Previous studies have mainly focused on PFS-6 in patients with HGMs, while less attention has been paid to long-term efficacy. Our study provides new data on the long-term efficacy of BV in HGMs. This study retrospectively analyzed the clinical data of 139 patients and demonstrated that BV could improve PFS and OS at 12 and 36 months after surgery in patients with HGMs. In addition, BV can improve clinical symptoms before surgery and reduce steroid doses.

Ethics Approval

All persons gave their informed consent prior to their inclusion in the study. This study was performed in line with the principles of the Declaration of Helsinki.
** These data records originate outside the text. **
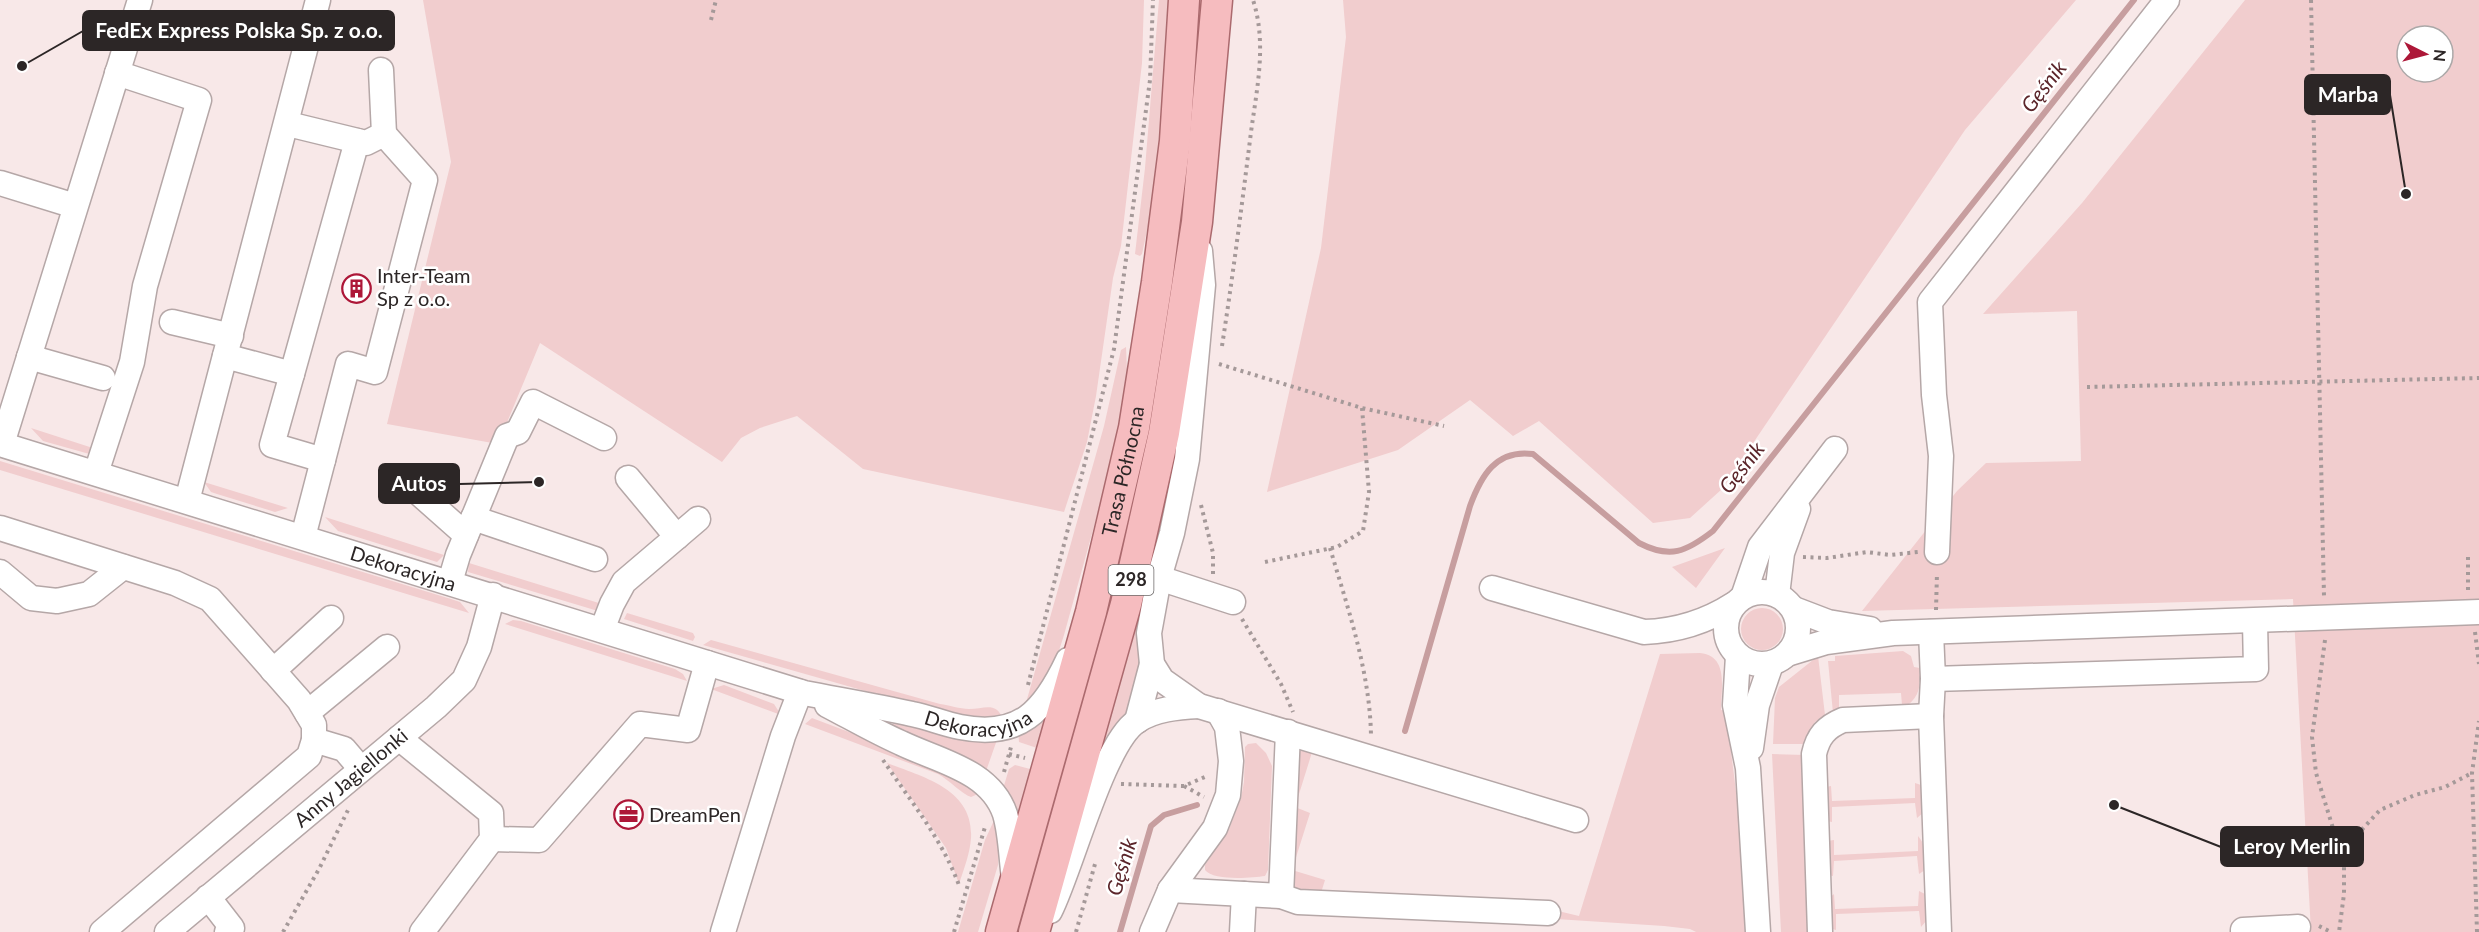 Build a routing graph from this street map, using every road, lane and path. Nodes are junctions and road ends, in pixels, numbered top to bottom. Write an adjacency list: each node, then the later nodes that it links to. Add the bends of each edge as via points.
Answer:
1 (140, 0): 12 (street)
2 (318, 0): 13 (street)
3 (716, 0): 10 (path)
4 (1153, 0): 81 (path, via 1150,80 1114,349)
5 (1184, 0): 63 (main road, Trasa Północna / 298, via 1175,141 1157,282 1134,428)
6 (1217, 0): 18 (main road, Trasa Północna / 298)
7 (1253, 0): 21 (path, via 1261,63)
8 (2167, 0): 47 (street, via 1930,302 1941,456)
9 (2311, 0): 27 (path)
10 (711, 21)
11 (381, 70): 14 (street)
12 (117, 73): 17 (street); 35 (street, via 199,100 146,286 132,362)
13 (288, 124): 15 (street); 20 (street)
14 (384, 134): 15 (street, via 366,143); 34 (street, via 425,180 375,372 348,364)
15 (357, 141): 23 (street)
16 (0, 183): 17 (street)
17 (75, 206): 22 (street)
18 (1197, 222): 54 (street, via 1203,285 1187,459); 119 (main road, Trasa Północna / 298, via 1164,433 1126,604)
19 (172, 322): 20 (street)
20 (228, 346): 23 (street); 39 (street)
21 (1221, 352)
22 (29, 357): 25 (street); 32 (street)
23 (292, 374): 34 (street, via 272,445)
24 (1217, 374): 29 (path, via 1219,363)
25 (103, 378)
26 (2479, 378): 27 (path)
27 (2319, 383): 28 (path); 68 (path)
28 (2086, 387)
29 (1362, 408): 30 (path); 46 (path, via 1369,492 1363,531)
30 (1444, 426)
31 (604, 438): 42 (street, via 533,402 518,432 507,436)
32 (1, 444): 35 (street, Dekoracyjna)
33 (1834, 449): 38 (street)
34 (323, 460): 44 (street)
35 (96, 473): 39 (street, Dekoracyjna)
36 (628, 478): 45 (street)
37 (404, 480): 42 (street)
38 (1808, 482): 48 (street); 60 (street, via 1760,548)
39 (187, 501): 44 (street, Dekoracyjna)
40 (1201, 504): 55 (path, via 1213,553)
41 (698, 519): 45 (street)
42 (469, 527): 50 (street); 56 (street)
43 (0, 528): 52 (street)
44 (303, 537): 56 (street, Dekoracyjna)
45 (677, 537): 69 (street, via 624,582)
46 (1330, 548): 51 (path); 92 (path, via 1357,641 1371,718)
47 (1937, 552): 48 (path, via 1867,552 1827,558); 66 (path)
48 (1782, 553): 62 (street)
49 (2468, 553): 58 (path)
50 (596, 559)
51 (1266, 562)
52 (123, 567): 53 (street, via 89,594 57,601 31,598); 78 (street, via 175,583 210,600)
53 (0, 572)
54 (1158, 578): 61 (street); 76 (street, via 1149,633)
55 (1213, 578)
56 (450, 582): 59 (street, Dekoracyjna)
57 (1492, 588): 70 (street, via 1634,630)
58 (2468, 590)
59 (493, 596): 69 (street, Dekoracyjna); 88 (street, Anny Jagiellonki, via 479,647 464,680)
60 (1739, 601): 62 (street, via 1766,592); 70 (street, via 1711,619); 73 (street, via 1726,625 1726,637)
61 (1233, 602): 87 (path, via 1281,684)
62 (1785, 602): 71 (street, via 1828,622); 74 (street, via 1798,620 1799,632 1796,643)
63 (1091, 612): 80 (street, Dekoracyjna, via 1056,686 1030,718 1006,728 959,727); 103 (main road, Trasa Północna / 298)
64 (331, 618): 78 (street)
65 (2477, 619): 68 (street); 77 (path)
66 (1934, 622): 67 (street); 71 (street); 79 (street)
67 (2255, 622): 68 (street); 79 (street, via 2256,669)
68 (2325, 624): 102 (path, via 2312,737 2316,773)
69 (602, 630): 75 (street, Dekoracyjna)
70 (1666, 631): 73 (street, via 1712,640)
71 (1893, 633): 74 (street, via 1826,642)
72 (387, 647): 83 (street)
73 (1735, 652): 74 (street, via 1759,665); 94 (street, via 1735,705)
74 (1780, 658): 94 (street, via 1757,705)
75 (707, 663): 80 (street, Dekoracyjna); 101 (street, via 688,730 640,724 539,840)
76 (1152, 664): 82 (street, via 1162,680); 85 (street)
77 (2479, 664)
78 (273, 671): 83 (street)
79 (1933, 680): 84 (street)
80 (802, 693): 103 (street, Dekoracyjna, via 903,744 949,761 973,776 993,794 1005,814); 116 (street, via 783,736)
81 (1025, 694)
82 (1209, 708): 85 (street, via 1170,708); 87 (street); 93 (street, via 1227,727)
83 (307, 713): 89 (street, via 314,725)
84 (1931, 716): 124 (street, via 1843,720 1831,725 1816,742); 125 (street)
85 (1137, 721): 120 (street, via 1120,739 1107,765 1062,888)
86 (2479, 721): 96 (path)
87 (1295, 734): 92 (street); 107 (street)
88 (399, 738): 95 (street, Anny Jagiellonki); 101 (street, via 491,813)
89 (314, 740): 95 (street, via 345,749); 111 (street, via 309,756)
90 (1012, 743): 97 (path)
91 (881, 757): 104 (path, via 939,840)
92 (1372, 758): 100 (street)
93 (1231, 766): 98 (path, via 1184,786); 105 (street, via 1228,795 1215,828)
94 (1748, 768): 123 (street)
95 (361, 769): 108 (street, Anny Jagiellonki); 114 (path, via 348,812)
96 (2472, 773): 102 (path, via 2380,810 2356,836); 128 (path)
97 (1001, 780)
98 (1112, 784)
99 (988, 819): 117 (path)
100 (1576, 820)
101 (492, 839): 115 (street)
102 (2344, 864): 127 (path)
103 (1015, 883): 118 (main road, Trasa Północna / 298)
104 (960, 888)
105 (1170, 890): 106 (street); 121 (street)
106 (1244, 894): 107 (street); 122 (street)
107 (1281, 896): 109 (street, via 1298,902)
108 (208, 897): 112 (street, Anny Jagiellonki); 113 (street, via 232,928)
109 (1548, 913)
110 (2298, 927): 126 (street)
111 (102, 932)
112 (167, 932)
113 (227, 932)
114 (283, 932)
115 (422, 932)
116 (723, 932)
117 (954, 932)
118 (1001, 932)
119 (1034, 932)
120 (1039, 932)
121 (1152, 932)
122 (1242, 932)
123 (1758, 932)
124 (1820, 932)
125 (1939, 932)
126 (2243, 932)
127 (2339, 932)
128 (2476, 932)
The academic and ethical committee of the First Affiliated Hospital of Jinan university approved the study.

Acknowledgments

The authors are grateful to all patients included in this study for their support.

Author Contributions

All authors made a significant contribution to the work reported, whether that is in the conception, study design, execution, acquisition of data, analysis and interpretation, or in all these areas; took part in drafting, revising or critically reviewing the article; gave final approval of the version to be published; have agreed on the journal to which the article has been submitted; and agree to be accountable for all aspects of the work.

Funding

The authors did not receive support from any organization for the submitted work.

Disclosure

The authors have no relevant financial or non-financial interests to disclose.